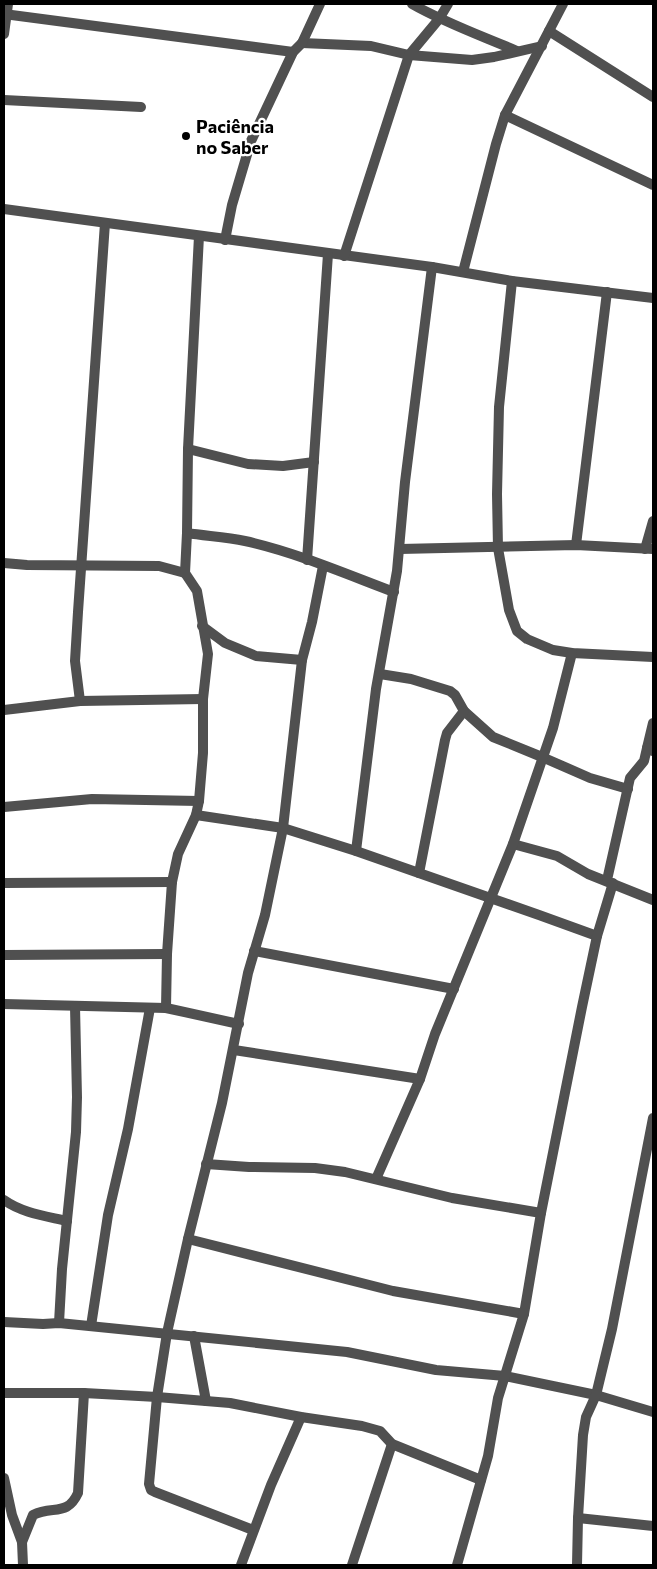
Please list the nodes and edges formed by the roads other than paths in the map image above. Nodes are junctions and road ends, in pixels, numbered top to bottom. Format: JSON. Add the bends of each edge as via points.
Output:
{"nodes":[{"id":1,"x":320,"y":4,"type":"edge"},
{"id":2,"x":412,"y":4,"type":"edge"},
{"id":3,"x":448,"y":4,"type":"edge"},
{"id":4,"x":563,"y":4,"type":"edge"},
{"id":5,"x":6,"y":10,"type":"edge"},
{"id":6,"x":439,"y":19,"type":"junction"},
{"id":7,"x":549,"y":31,"type":"junction"},
{"id":8,"x":4,"y":34,"type":"edge"},
{"id":9,"x":302,"y":43,"type":"junction"},
{"id":10,"x":542,"y":46,"type":"junction"},
{"id":11,"x":516,"y":51,"type":"junction"},
{"id":12,"x":293,"y":52,"type":"junction"},
{"id":13,"x":409,"y":55,"type":"junction"},
{"id":14,"x":653,"y":97,"type":"edge"},
{"id":15,"x":4,"y":100,"type":"edge"},
{"id":16,"x":141,"y":107,"type":"dead end"},
{"id":17,"x":506,"y":115,"type":"junction"},
{"id":18,"x":653,"y":185,"type":"edge"},
{"id":19,"x":4,"y":209,"type":"edge"},
{"id":20,"x":105,"y":223,"type":"junction"},
{"id":21,"x":200,"y":236,"type":"junction"},
{"id":22,"x":225,"y":240,"type":"junction"},
{"id":23,"x":328,"y":254,"type":"junction"},
{"id":24,"x":344,"y":256,"type":"junction"},
{"id":25,"x":432,"y":268,"type":"junction"},
{"id":26,"x":463,"y":272,"type":"junction"},
{"id":27,"x":512,"y":281,"type":"junction"},
{"id":28,"x":607,"y":292,"type":"junction"},
{"id":29,"x":653,"y":298,"type":"edge"},
{"id":30,"x":188,"y":449,"type":"junction"},
{"id":31,"x":314,"y":462,"type":"junction"},
{"id":32,"x":653,"y":522,"type":"edge"},
{"id":33,"x":187,"y":533,"type":"junction"},
{"id":34,"x":576,"y":545,"type":"junction"},
{"id":35,"x":498,"y":548,"type":"junction"},
{"id":36,"x":400,"y":549,"type":"junction"},
{"id":37,"x":649,"y":549,"type":"edge"},
{"id":38,"x":307,"y":560,"type":"junction"},
{"id":39,"x":4,"y":563,"type":"edge"},
{"id":40,"x":81,"y":565,"type":"junction"},
{"id":41,"x":323,"y":566,"type":"junction"},
{"id":42,"x":185,"y":572,"type":"junction"},
{"id":43,"x":394,"y":592,"type":"junction"},
{"id":44,"x":202,"y":626,"type":"junction"},
{"id":45,"x":572,"y":653,"type":"junction"},
{"id":46,"x":653,"y":657,"type":"edge"},
{"id":47,"x":302,"y":660,"type":"junction"},
{"id":48,"x":380,"y":674,"type":"junction"},
{"id":49,"x":203,"y":699,"type":"junction"},
{"id":50,"x":80,"y":701,"type":"junction"},
{"id":51,"x":4,"y":710,"type":"edge"},
{"id":52,"x":464,"y":711,"type":"junction"},
{"id":53,"x":653,"y":722,"type":"edge"},
{"id":54,"x":650,"y":749,"type":"edge"},
{"id":55,"x":542,"y":757,"type":"junction"},
{"id":56,"x":628,"y":790,"type":"junction"},
{"id":57,"x":199,"y":801,"type":"junction"},
{"id":58,"x":4,"y":807,"type":"edge"},
{"id":59,"x":196,"y":815,"type":"junction"},
{"id":60,"x":283,"y":828,"type":"junction"},
{"id":61,"x":513,"y":844,"type":"junction"},
{"id":62,"x":356,"y":851,"type":"junction"},
{"id":63,"x":419,"y":873,"type":"junction"},
{"id":64,"x":610,"y":881,"type":"junction"},
{"id":65,"x":172,"y":882,"type":"junction"},
{"id":66,"x":4,"y":883,"type":"edge"},
{"id":67,"x":491,"y":898,"type":"junction"},
{"id":68,"x":653,"y":900,"type":"edge"},
{"id":69,"x":597,"y":936,"type":"junction"},
{"id":70,"x":254,"y":951,"type":"junction"},
{"id":71,"x":167,"y":954,"type":"junction"},
{"id":72,"x":4,"y":955,"type":"edge"},
{"id":73,"x":454,"y":988,"type":"junction"},
{"id":74,"x":4,"y":1004,"type":"edge"},
{"id":75,"x":75,"y":1006,"type":"junction"},
{"id":76,"x":150,"y":1008,"type":"junction"},
{"id":77,"x":166,"y":1008,"type":"junction"},
{"id":78,"x":239,"y":1024,"type":"junction"},
{"id":79,"x":234,"y":1050,"type":"junction"},
{"id":80,"x":420,"y":1079,"type":"junction"},
{"id":81,"x":653,"y":1118,"type":"edge"},
{"id":82,"x":206,"y":1164,"type":"junction"},
{"id":83,"x":376,"y":1179,"type":"junction"},
{"id":84,"x":4,"y":1200,"type":"edge"},
{"id":85,"x":541,"y":1213,"type":"junction"},
{"id":86,"x":67,"y":1221,"type":"junction"},
{"id":87,"x":188,"y":1239,"type":"junction"},
{"id":88,"x":524,"y":1314,"type":"junction"},
{"id":89,"x":4,"y":1322,"type":"edge"},
{"id":90,"x":59,"y":1322,"type":"junction"},
{"id":91,"x":91,"y":1326,"type":"junction"},
{"id":92,"x":167,"y":1333,"type":"junction"},
{"id":93,"x":194,"y":1336,"type":"junction"},
{"id":94,"x":505,"y":1376,"type":"junction"},
{"id":95,"x":4,"y":1393,"type":"edge"},
{"id":96,"x":84,"y":1393,"type":"junction"},
{"id":97,"x":596,"y":1395,"type":"junction"},
{"id":98,"x":157,"y":1397,"type":"junction"},
{"id":99,"x":206,"y":1400,"type":"junction"},
{"id":100,"x":653,"y":1412,"type":"edge"},
{"id":101,"x":301,"y":1417,"type":"junction"},
{"id":102,"x":392,"y":1444,"type":"junction"},
{"id":103,"x":4,"y":1478,"type":"edge"},
{"id":104,"x":481,"y":1480,"type":"junction"},
{"id":105,"x":578,"y":1518,"type":"junction"},
{"id":106,"x":653,"y":1526,"type":"edge"},
{"id":107,"x":253,"y":1530,"type":"junction"},
{"id":108,"x":22,"y":1542,"type":"junction"},
{"id":109,"x":23,"y":1565,"type":"edge"},
{"id":110,"x":241,"y":1565,"type":"edge"},
{"id":111,"x":352,"y":1565,"type":"edge"},
{"id":112,"x":457,"y":1565,"type":"edge"},
{"id":113,"x":577,"y":1565,"type":"edge"}],
"edges":[{"from":1,"to":9,"type":"street"},
{"from":2,"to":6,"type":"street"},
{"from":3,"to":6,"type":"street"},
{"from":4,"to":7,"type":"street"},
{"from":5,"to":8,"type":"street"},
{"from":5,"to":12,"type":"street"},
{"from":6,"to":11,"type":"street"},
{"from":6,"to":13,"type":"street"},
{"from":7,"to":10,"type":"street"},
{"from":7,"to":14,"type":"street"},
{"from":9,"to":12,"type":"street"},
{"from":9,"to":13,"type":"street","via":[[371,46]]},
{"from":10,"to":11,"type":"street"},
{"from":10,"to":17,"type":"street"},
{"from":11,"to":13,"type":"street","via":[[472,60]]},
{"from":12,"to":22,"type":"street","via":[[251,141]]},
{"from":13,"to":24,"type":"street"},
{"from":15,"to":16,"type":"street"},
{"from":17,"to":18,"type":"street"},
{"from":17,"to":26,"type":"street"},
{"from":19,"to":20,"type":"street"},
{"from":20,"to":21,"type":"street"},
{"from":20,"to":40,"type":"street"},
{"from":21,"to":22,"type":"street"},
{"from":21,"to":30,"type":"street"},
{"from":22,"to":23,"type":"street"},
{"from":23,"to":24,"type":"street"},
{"from":23,"to":31,"type":"street"},
{"from":24,"to":25,"type":"street"},
{"from":25,"to":26,"type":"street"},
{"from":25,"to":36,"type":"street","via":[[405,482]]},
{"from":26,"to":27,"type":"street"},
{"from":27,"to":28,"type":"street"},
{"from":27,"to":35,"type":"street","via":[[499,407]]},
{"from":28,"to":29,"type":"street"},
{"from":28,"to":34,"type":"street"},
{"from":30,"to":31,"type":"street","via":[[248,464],[283,466]]},
{"from":30,"to":33,"type":"street"},
{"from":31,"to":38,"type":"street"},
{"from":32,"to":37,"type":"street"},
{"from":33,"to":38,"type":"street","via":[[243,540]]},
{"from":33,"to":42,"type":"street"},
{"from":34,"to":35,"type":"street"},
{"from":34,"to":37,"type":"street"},
{"from":35,"to":36,"type":"street"},
{"from":35,"to":45,"type":"street","via":[[509,610],[517,631],[553,650]]},
{"from":36,"to":43,"type":"street"},
{"from":38,"to":41,"type":"street"},
{"from":39,"to":40,"type":"street"},
{"from":40,"to":42,"type":"street","via":[[159,566]]},
{"from":40,"to":50,"type":"street","via":[[75,661]]},
{"from":41,"to":43,"type":"street"},
{"from":41,"to":47,"type":"street"},
{"from":42,"to":44,"type":"street","via":[[197,591]]},
{"from":43,"to":48,"type":"street"},
{"from":44,"to":47,"type":"street","via":[[224,643],[256,656]]},
{"from":44,"to":49,"type":"street","via":[[208,654]]},
{"from":45,"to":46,"type":"street"},
{"from":45,"to":55,"type":"street","via":[[553,728]]},
{"from":47,"to":60,"type":"street"},
{"from":48,"to":52,"type":"street","via":[[411,678],[450,691]]},
{"from":48,"to":62,"type":"street"},
{"from":49,"to":50,"type":"street"},
{"from":49,"to":57,"type":"street"},
{"from":50,"to":51,"type":"street"},
{"from":52,"to":55,"type":"street","via":[[492,737]]},
{"from":52,"to":63,"type":"street","via":[[445,740]]},
{"from":53,"to":54,"type":"street"},
{"from":54,"to":56,"type":"street","via":[[630,778]]},
{"from":55,"to":56,"type":"street"},
{"from":55,"to":61,"type":"street"},
{"from":56,"to":64,"type":"street"},
{"from":57,"to":58,"type":"street","via":[[92,799]]},
{"from":57,"to":59,"type":"street"},
{"from":59,"to":60,"type":"street"},
{"from":59,"to":65,"type":"street","via":[[178,854]]},
{"from":60,"to":62,"type":"street"},
{"from":60,"to":70,"type":"street"},
{"from":61,"to":64,"type":"street","via":[[557,856],[588,874]]},
{"from":61,"to":67,"type":"street"},
{"from":62,"to":63,"type":"street"},
{"from":63,"to":67,"type":"street"},
{"from":64,"to":68,"type":"street"},
{"from":64,"to":69,"type":"street"},
{"from":65,"to":66,"type":"street"},
{"from":65,"to":71,"type":"street"},
{"from":67,"to":69,"type":"street"},
{"from":67,"to":73,"type":"street"},
{"from":69,"to":85,"type":"street"},
{"from":70,"to":73,"type":"street"},
{"from":70,"to":78,"type":"street"},
{"from":71,"to":72,"type":"street"},
{"from":71,"to":77,"type":"street"},
{"from":73,"to":80,"type":"street","via":[[434,1034]]},
{"from":74,"to":75,"type":"street"},
{"from":75,"to":76,"type":"street"},
{"from":75,"to":86,"type":"street","via":[[78,1097]]},
{"from":76,"to":77,"type":"street"},
{"from":76,"to":91,"type":"street","via":[[108,1215]]},
{"from":77,"to":78,"type":"street"},
{"from":78,"to":79,"type":"street"},
{"from":79,"to":80,"type":"street"},
{"from":79,"to":82,"type":"street"},
{"from":80,"to":83,"type":"street"},
{"from":81,"to":97,"type":"street"},
{"from":82,"to":83,"type":"street","via":[[315,1168]]},
{"from":82,"to":87,"type":"street"},
{"from":83,"to":85,"type":"street","via":[[452,1198]]},
{"from":84,"to":86,"type":"street","via":[[11,1206]]},
{"from":85,"to":88,"type":"street"},
{"from":86,"to":90,"type":"street"},
{"from":87,"to":88,"type":"street","via":[[393,1291]]},
{"from":87,"to":92,"type":"street"},
{"from":88,"to":94,"type":"street"},
{"from":89,"to":90,"type":"street"},
{"from":90,"to":91,"type":"street"},
{"from":91,"to":92,"type":"street"},
{"from":92,"to":93,"type":"street"},
{"from":92,"to":98,"type":"street"},
{"from":93,"to":94,"type":"street","via":[[346,1352],[436,1370]]},
{"from":93,"to":99,"type":"street"},
{"from":94,"to":97,"type":"street"},
{"from":94,"to":104,"type":"street"},
{"from":95,"to":96,"type":"street"},
{"from":96,"to":98,"type":"street"},
{"from":96,"to":108,"type":"street","via":[[78,1493],[66,1508],[33,1515]]},
{"from":97,"to":100,"type":"street"},
{"from":97,"to":105,"type":"street","via":[[586,1417],[583,1435]]},
{"from":98,"to":99,"type":"street"},
{"from":98,"to":107,"type":"street","via":[[151,1490]]},
{"from":99,"to":101,"type":"street"},
{"from":101,"to":102,"type":"street","via":[[374,1428]]},
{"from":101,"to":107,"type":"street"},
{"from":102,"to":104,"type":"street"},
{"from":102,"to":111,"type":"street"},
{"from":103,"to":108,"type":"street"},
{"from":104,"to":112,"type":"street"},
{"from":105,"to":106,"type":"street"},
{"from":105,"to":113,"type":"street"},
{"from":107,"to":110,"type":"street"},
{"from":108,"to":109,"type":"street"}]}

DIRECTIONS FOR THIS TASK: Line count for "nodes": count the lines in the records above that contain this word, and write only the number.

PROBLEM SOLUTION: 2